Il n'est pas illogique que les prix reflètent cette différence,
qui est objectivée et non pas créée par les PPR.
Les
bases fiscales, lorsqu'elles sont actualisées,
ne peuvent que tenir compte des prix pratiqués.
La
loi du 13 juillet 1982 sur l'indemnisations des biens assurés suite
à catastrophes naturelle a en revanche
prévue que les risques de catastrophes naturelles seraient assurés
sur la base d'un taux de prime unique. Le PPR n'a donc pas d'influence
sur les tarifs d'assurance correspondant et il n'y a
pas été observé de modulations fortes des primes de base en fonction
de l'exposition aux risques d'inondations.
S'il en était différemment et si la loi du 13 juillet 1982 n'était
pas appliquée, je ne pourrai qu'encourager les assurés qui seraient
victimes de telles pratiques, à en saisir les pouvoirs publics ou
les tribunaux.
Il
m'est enfin apparu important - et je parle là aussi en ma qualité
d'élue d'une zone inondable - de revoir
les conditions de mise en œuvre des PPR pour améliorer leur acceptabilité.
J'ai travaillé, depuis que je suis arrivée, à faire progresser le
système dans deux directions : plus de concertation - c'est ce que
vous souhaitez - et plus d'argent.
La
petite loi sur les risques où vous avez été très présent dans cette
nuit comme vous me le rappelez, instaure,
une obligation de concertation au niveau départemental entre les
représentants de l'Etat et les élus sur les PPR. Cette
concertation est à même de dénouer un certain nombre des conflits
que vous avez, fort justement, soulignés.
Toujours
dans le domaine de l'amélioration de l'acceptabilité des PPR, vous
avez adopté alors une disposition permettant
au Fonds de Prévention des Risques Naturels de financer les travaux
de prévention prescrits par les PPR approuvés.
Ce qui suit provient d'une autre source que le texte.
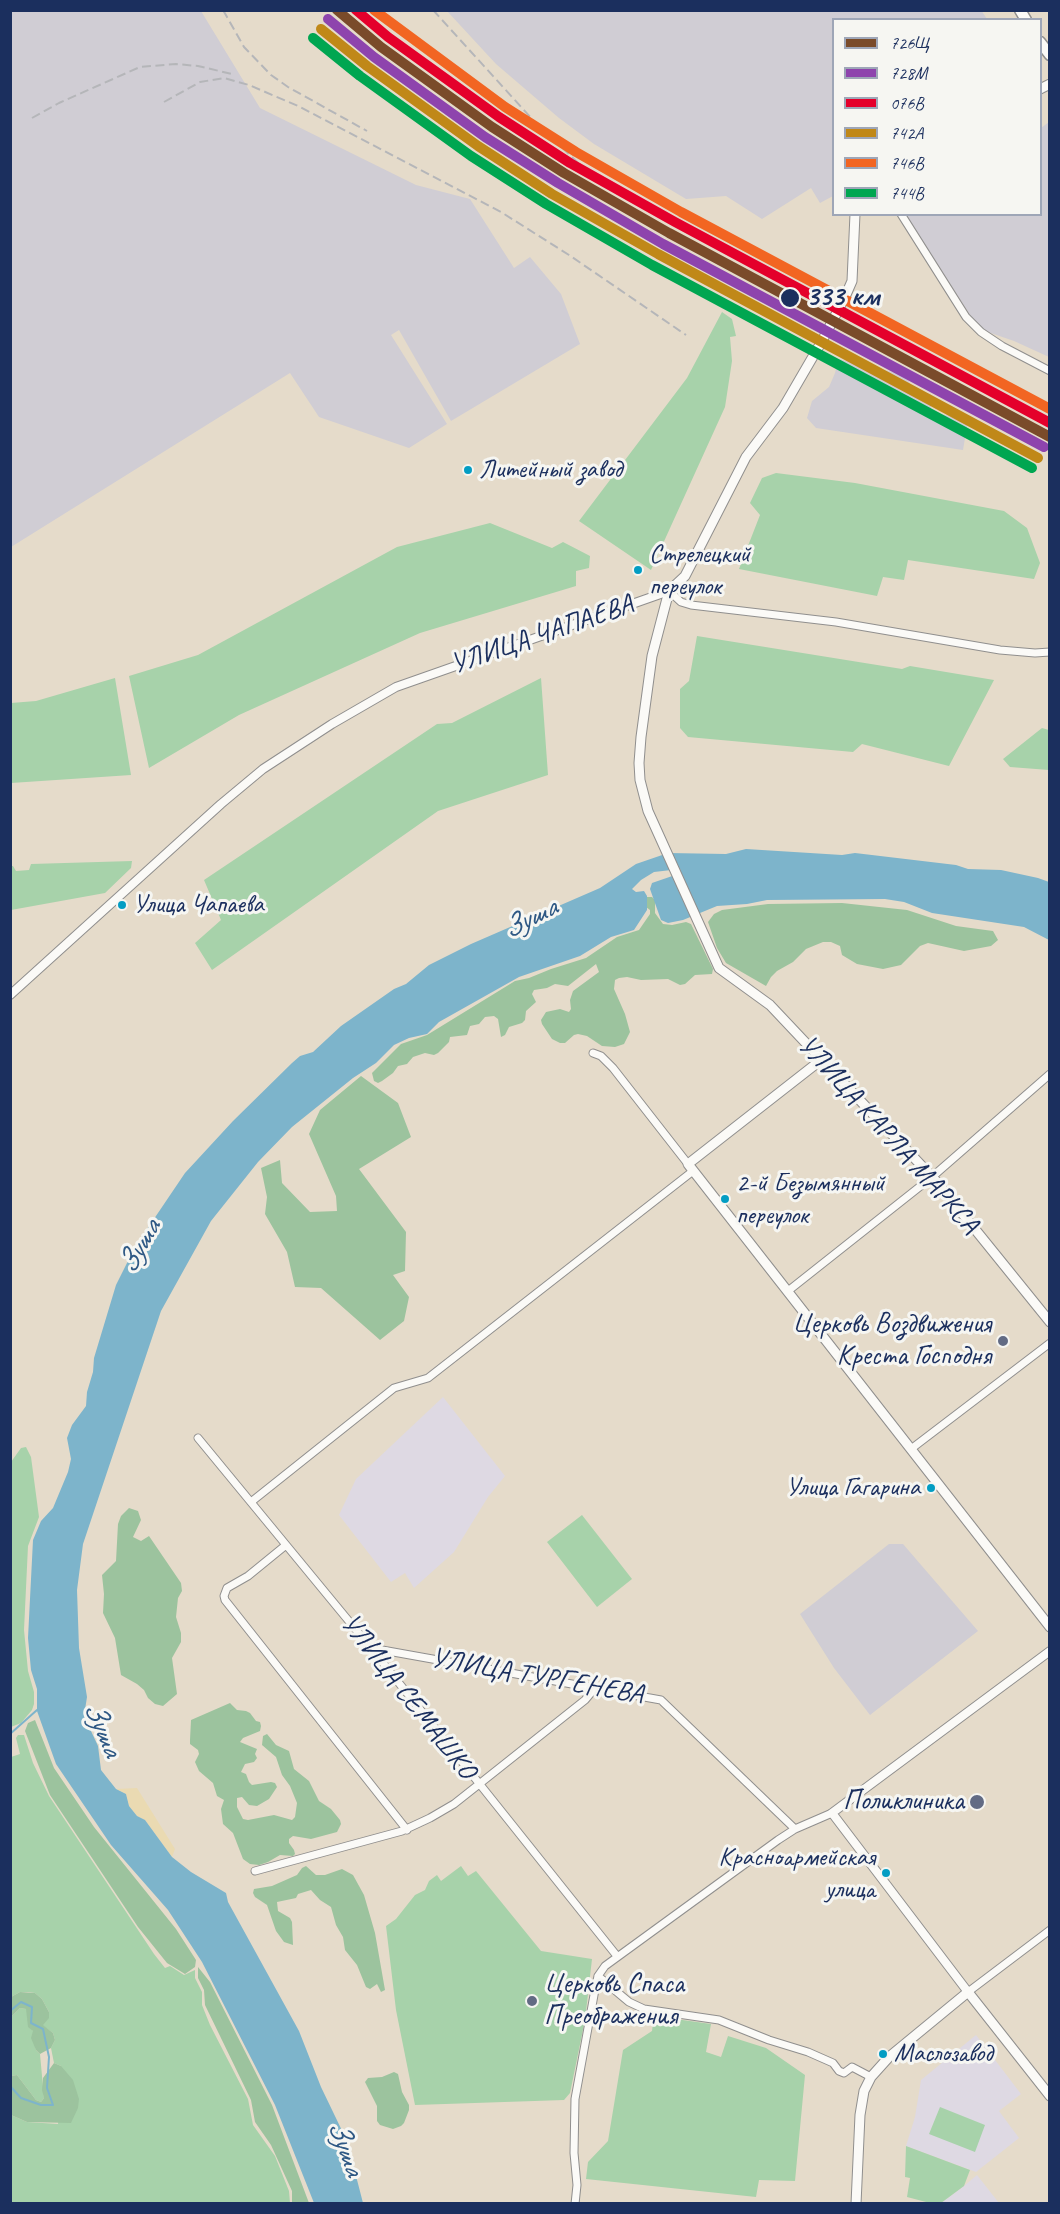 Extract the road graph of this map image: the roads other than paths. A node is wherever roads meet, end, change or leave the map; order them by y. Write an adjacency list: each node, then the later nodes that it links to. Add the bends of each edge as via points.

Le taux de financement,
envisagé par le gouvernement, sera de 30% et non de 25%
- le Premier Ministre a récemment accepté de le revoir à la hausse.
Ce co-financement permettra à des crédits non budgétaires -et j'insiste
sur ce point - d'intervenir pour réduire la vulnérabilité des biens
et aussi pour mieux protéger les populations les plus exposées aux
risques.
Nous
aurons, Monsieur le Député, l'occasion, au cours des lectures ultérieures,
peut-être, pourquoi pas, d'améliorer encore ce texte.